Mes yeux réclament la douceur de cette peau sur la pulpe de mes doigts.
Satinée, presque soyeuse. Tendre, presque moelleuse. Lumineuse, presque laquée.
Parfaite.
Aucune ride d’avoir trop vécu, aucune faille d’avoir trop plié, aucune tâche d’avoir trop subi.
Courbes parfaites. Vierges du temps.
Un brun profond qui aurait voulu être bleu.
Cacao des fonds marins.
Chaque fois que mon regard se dépose sur cette silhouette, mes doigts se tendent en caresse.Attraction irrésistible. Je voudrais toucher tout le temps.
Mais « ça ne se fait pas ». Que diraient les gens ? Et puis c’est pas pratique.
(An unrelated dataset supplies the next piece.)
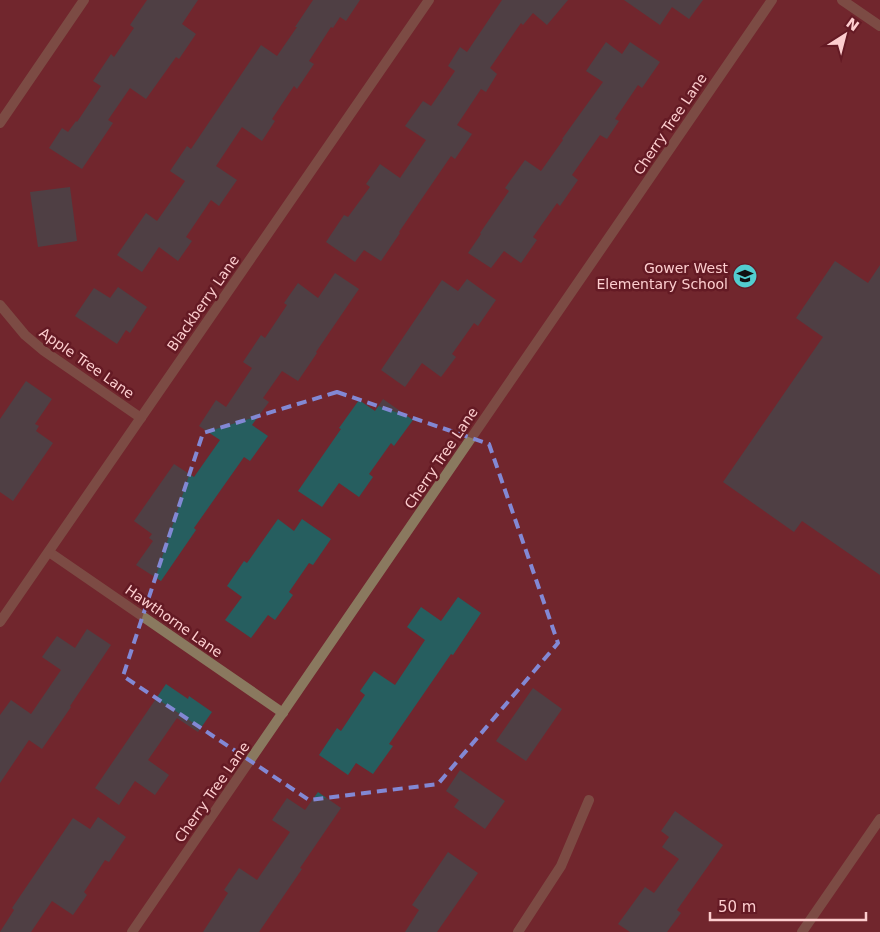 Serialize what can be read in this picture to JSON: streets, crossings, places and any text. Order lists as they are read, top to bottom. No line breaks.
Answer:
{"streets":{"street":["Cherry Tree Lane","Blackberry Lane","Apple Tree Lane","Hawthorne Lane"]},"crossings":[["Cherry Tree Lane","Hawthorne Lane"],["Blackberry Lane","Apple Tree Lane"],["Blackberry Lane","Hawthorne Lane"]],"places":{"school or university":["Gower West Elementary School"]},"scale_bar":"50 m","north":"top right"} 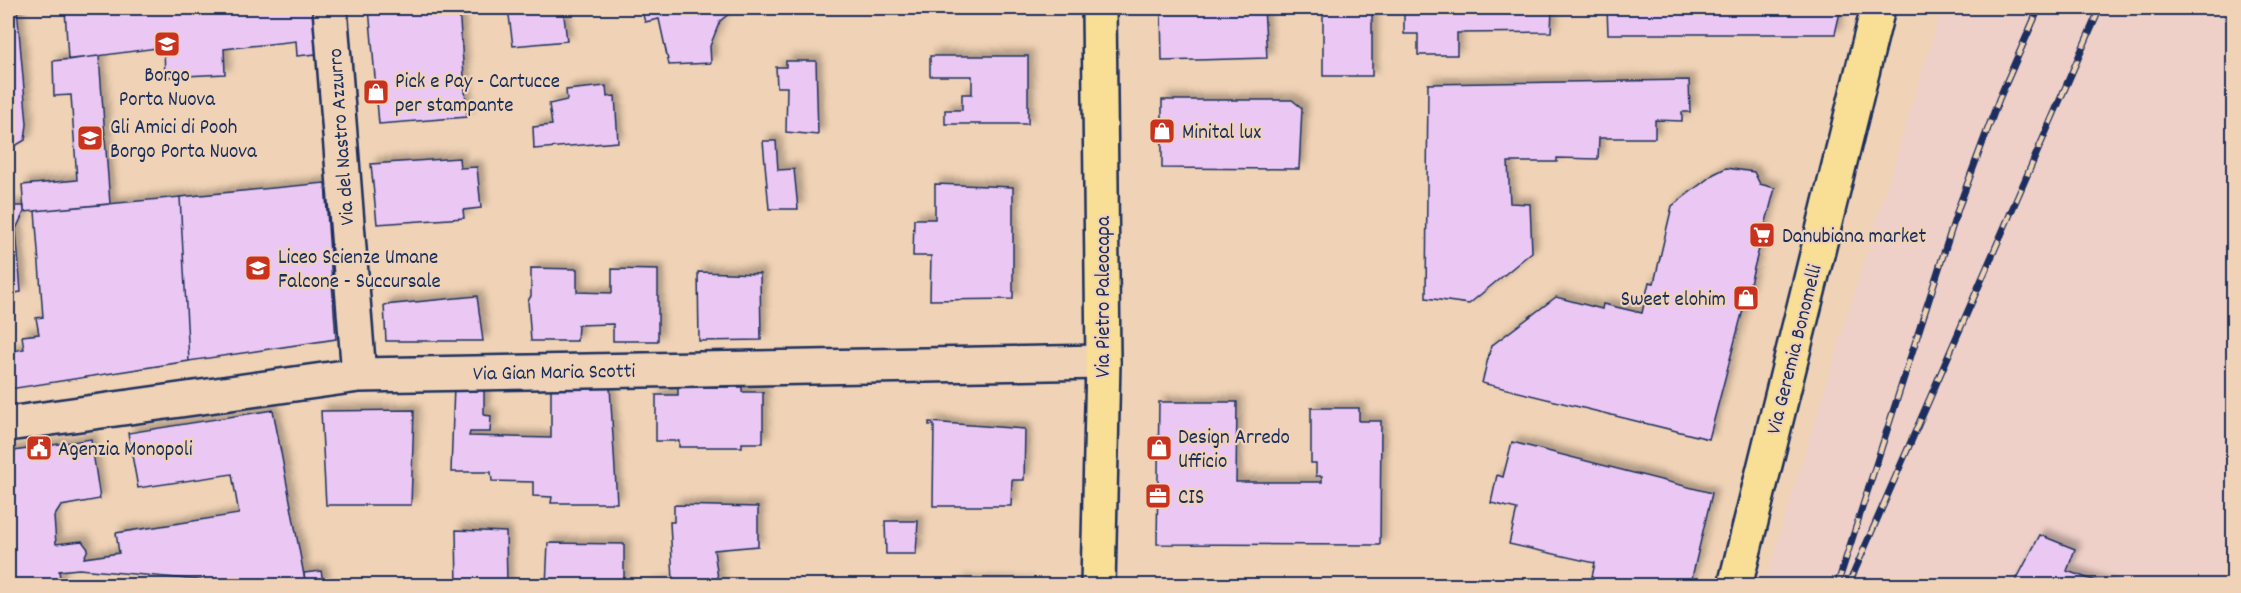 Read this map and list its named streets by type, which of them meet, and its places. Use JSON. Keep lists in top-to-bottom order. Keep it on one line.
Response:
{"streets":{"main road":["Via Pietro Paleocapa","Via Geremia Bonomelli"],"street":["Via del Nastro Azzurro","Via Gian Maria Scotti"]},"crossings":[["Via del Nastro Azzurro","Via Gian Maria Scotti"],["Via Pietro Paleocapa","Via Gian Maria Scotti"]],"places":{"school or university":["Borgo Porta Nuova","Gli Amici di Pooh Borgo Porta Nuova","Liceo Scienze Umane Falcone - Succursale"],"shop":["Pick e Pay - Cartucce per stampante","Minital lux","Sweet elohim","Design Arredo Ufficio"],"supermarket":["Danubiana market"],"public building":["Agenzia Monopoli"],"office":["CIS"]}}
Alors mes mains restent loin quand nous marchons ensemble. Mes yeux naviguent au large pour éviter la tentation.
Je regarde droit devant.On pourrait croire que j’ignore, que je ne me suis pas rendu compte de cette splendeur puissante qui m’accompagne.
Ou plutôt que j’accompagne.
Dos bien droit, larges enjambées, regard lancé.
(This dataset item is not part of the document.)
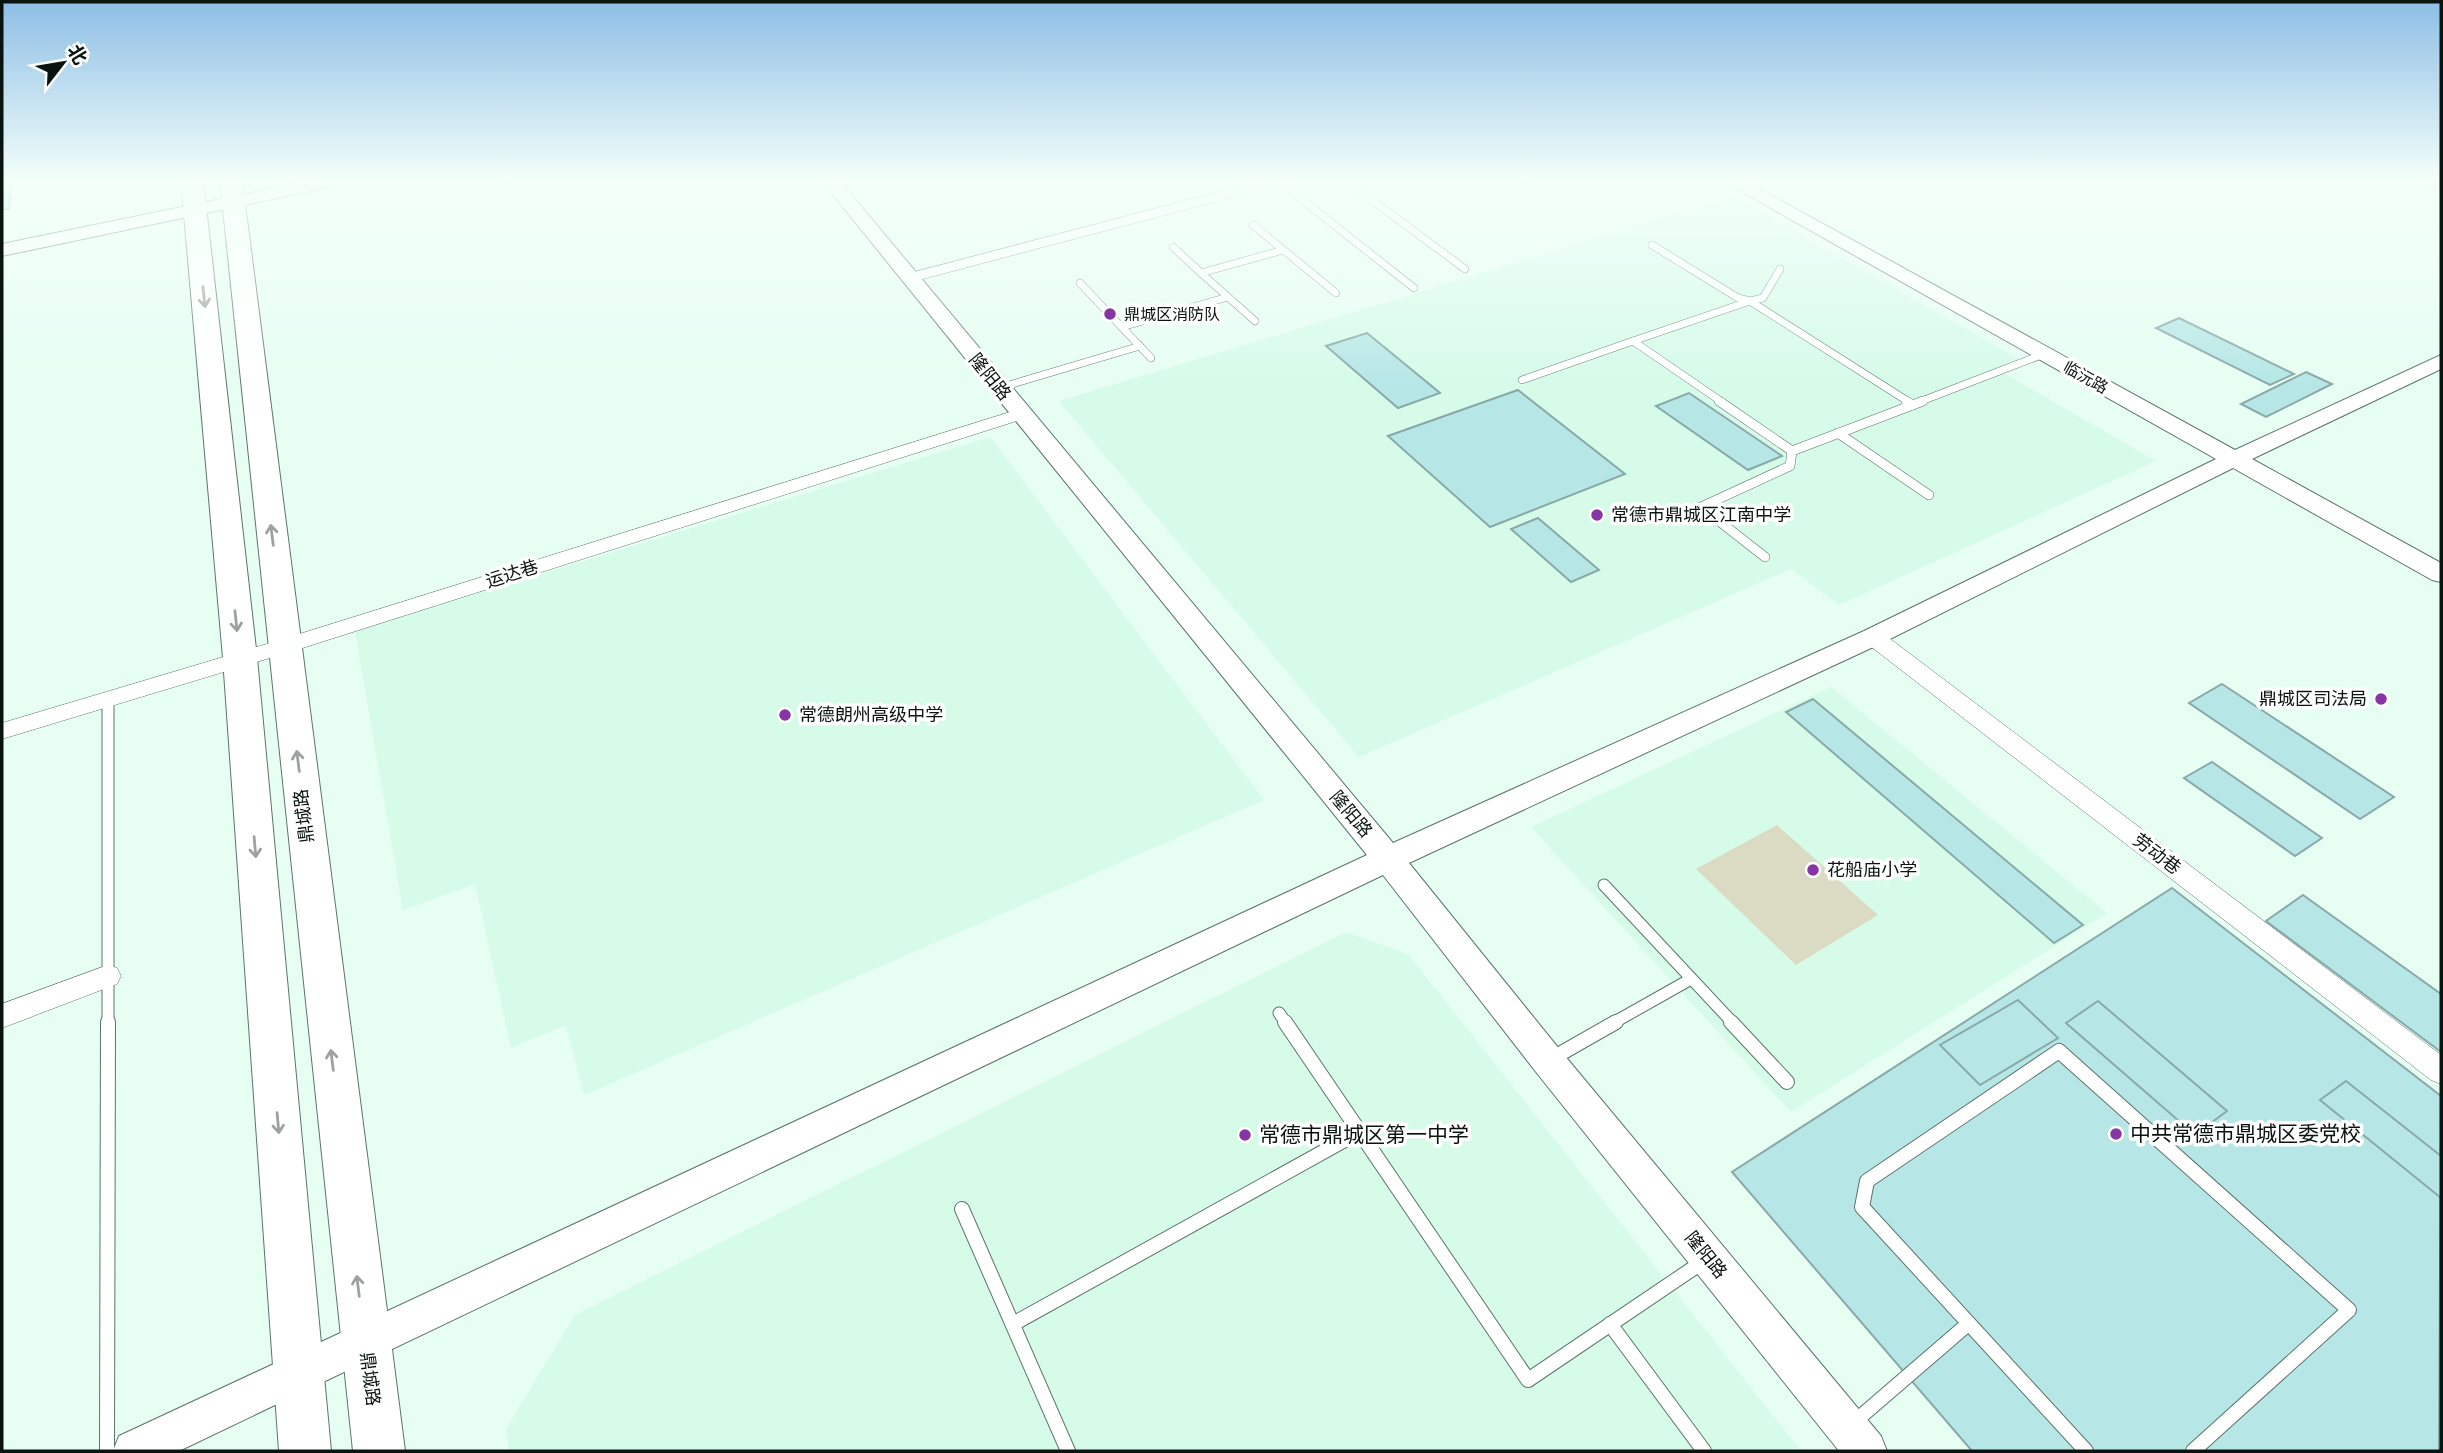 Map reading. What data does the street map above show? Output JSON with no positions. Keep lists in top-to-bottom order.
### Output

Je m’électrise du regard des passants. Je les devine éblouis de beauté, envieux de ma gloire. Ils ne peuvent pas ne pas le voir.
D’autant qu’ils ne peuvent pas ne pas l’entendre. Musique profonde, sourde et puissante, qui accompagne chacun de nos pas. Les rues résonnent de sa chanson.
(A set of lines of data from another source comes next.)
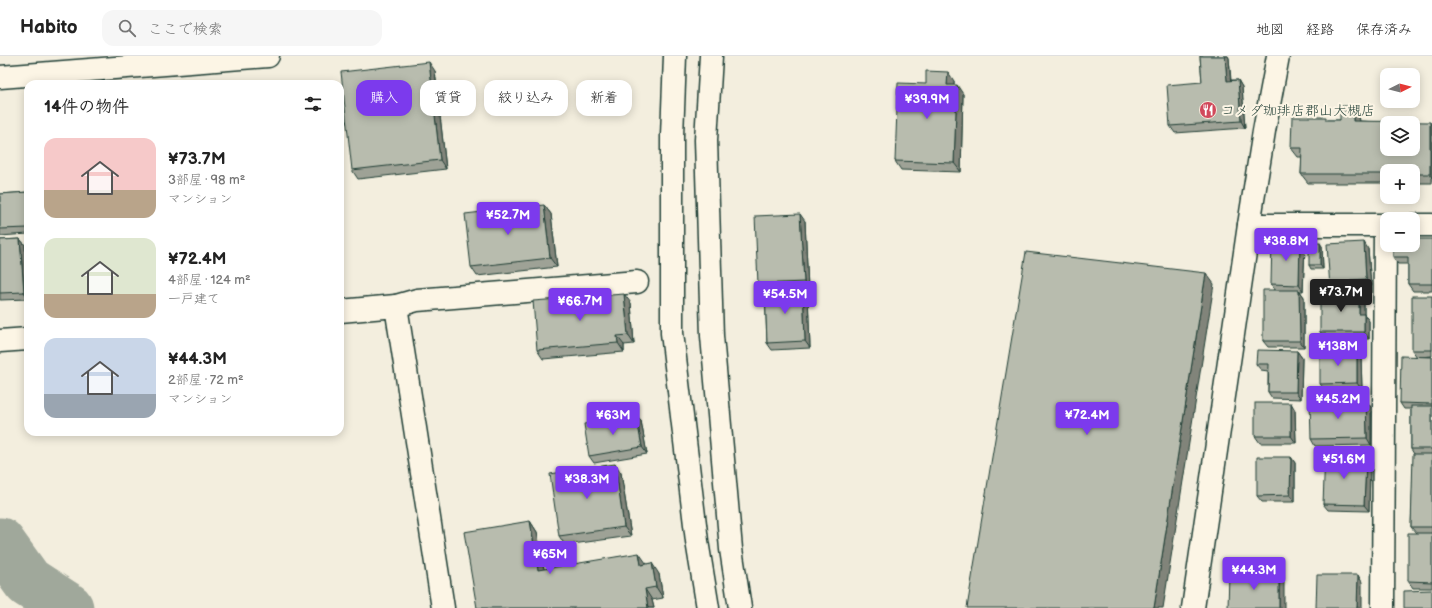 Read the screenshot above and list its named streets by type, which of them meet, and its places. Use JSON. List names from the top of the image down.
{
  "places": {
    "restaurant": ["コメダ珈琲店郡山大槻店"]
  },
  "north": "right",
  "page": {
    "header": "Habito",
    "search": "ここで検索",
    "nav": ["地図", "経路", "保存済み"],
    "map_buttons": ["+", "−"],
    "chip": [
      "購入",
      "賃貸",
      "絞り込み",
      "新着"
    ],
    "heading": "14件の物件",
    "price": [
      "¥39.9M",
      "¥52.7M",
      "¥38.8M",
      "¥73.7M",
      "¥54.5M",
      "¥66.7M",
      "¥138M",
      "¥45.2M",
      "¥63M",
      "¥72.4M",
      "¥51.6M",
      "¥38.3M",
      "¥65M",
      "¥44.3M"
    ],
    "list": [
      {
        "name": "¥73.7M",
        "note": "3部屋 · 98 m² · マンション"
      },
      {
        "name": "¥72.4M",
        "note": "4部屋 · 124 m² · 一戸建て"
      },
      {
        "name": "¥44.3M",
        "note": "2部屋 · 72 m² · マンション"
      }
    ]
  }
}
Ma nouvelle paire de bottes!
Petite douleur à l’orteil gauche.
Lionceaux espiègles, elles mordent encore un peu. Nous nous habituerons, nous ferons l’un à l’autre.
Un jour elles seront pantoufles. Aujourd’hui, elles sont surtout belles.
Un coin de sourire se pose sur ma joue gauche. Le temps remonte.J’ai 6 ans. C’est la rentrée.Une nouvelle paire de « chaussures qui courent vite ».
Les poings crispés dans mes poches, pour ne pas courir tout le temps.Ne pas m’envoler de joie. Ne pas hurler à tous « Regarde mes nouvelles chaussures !! »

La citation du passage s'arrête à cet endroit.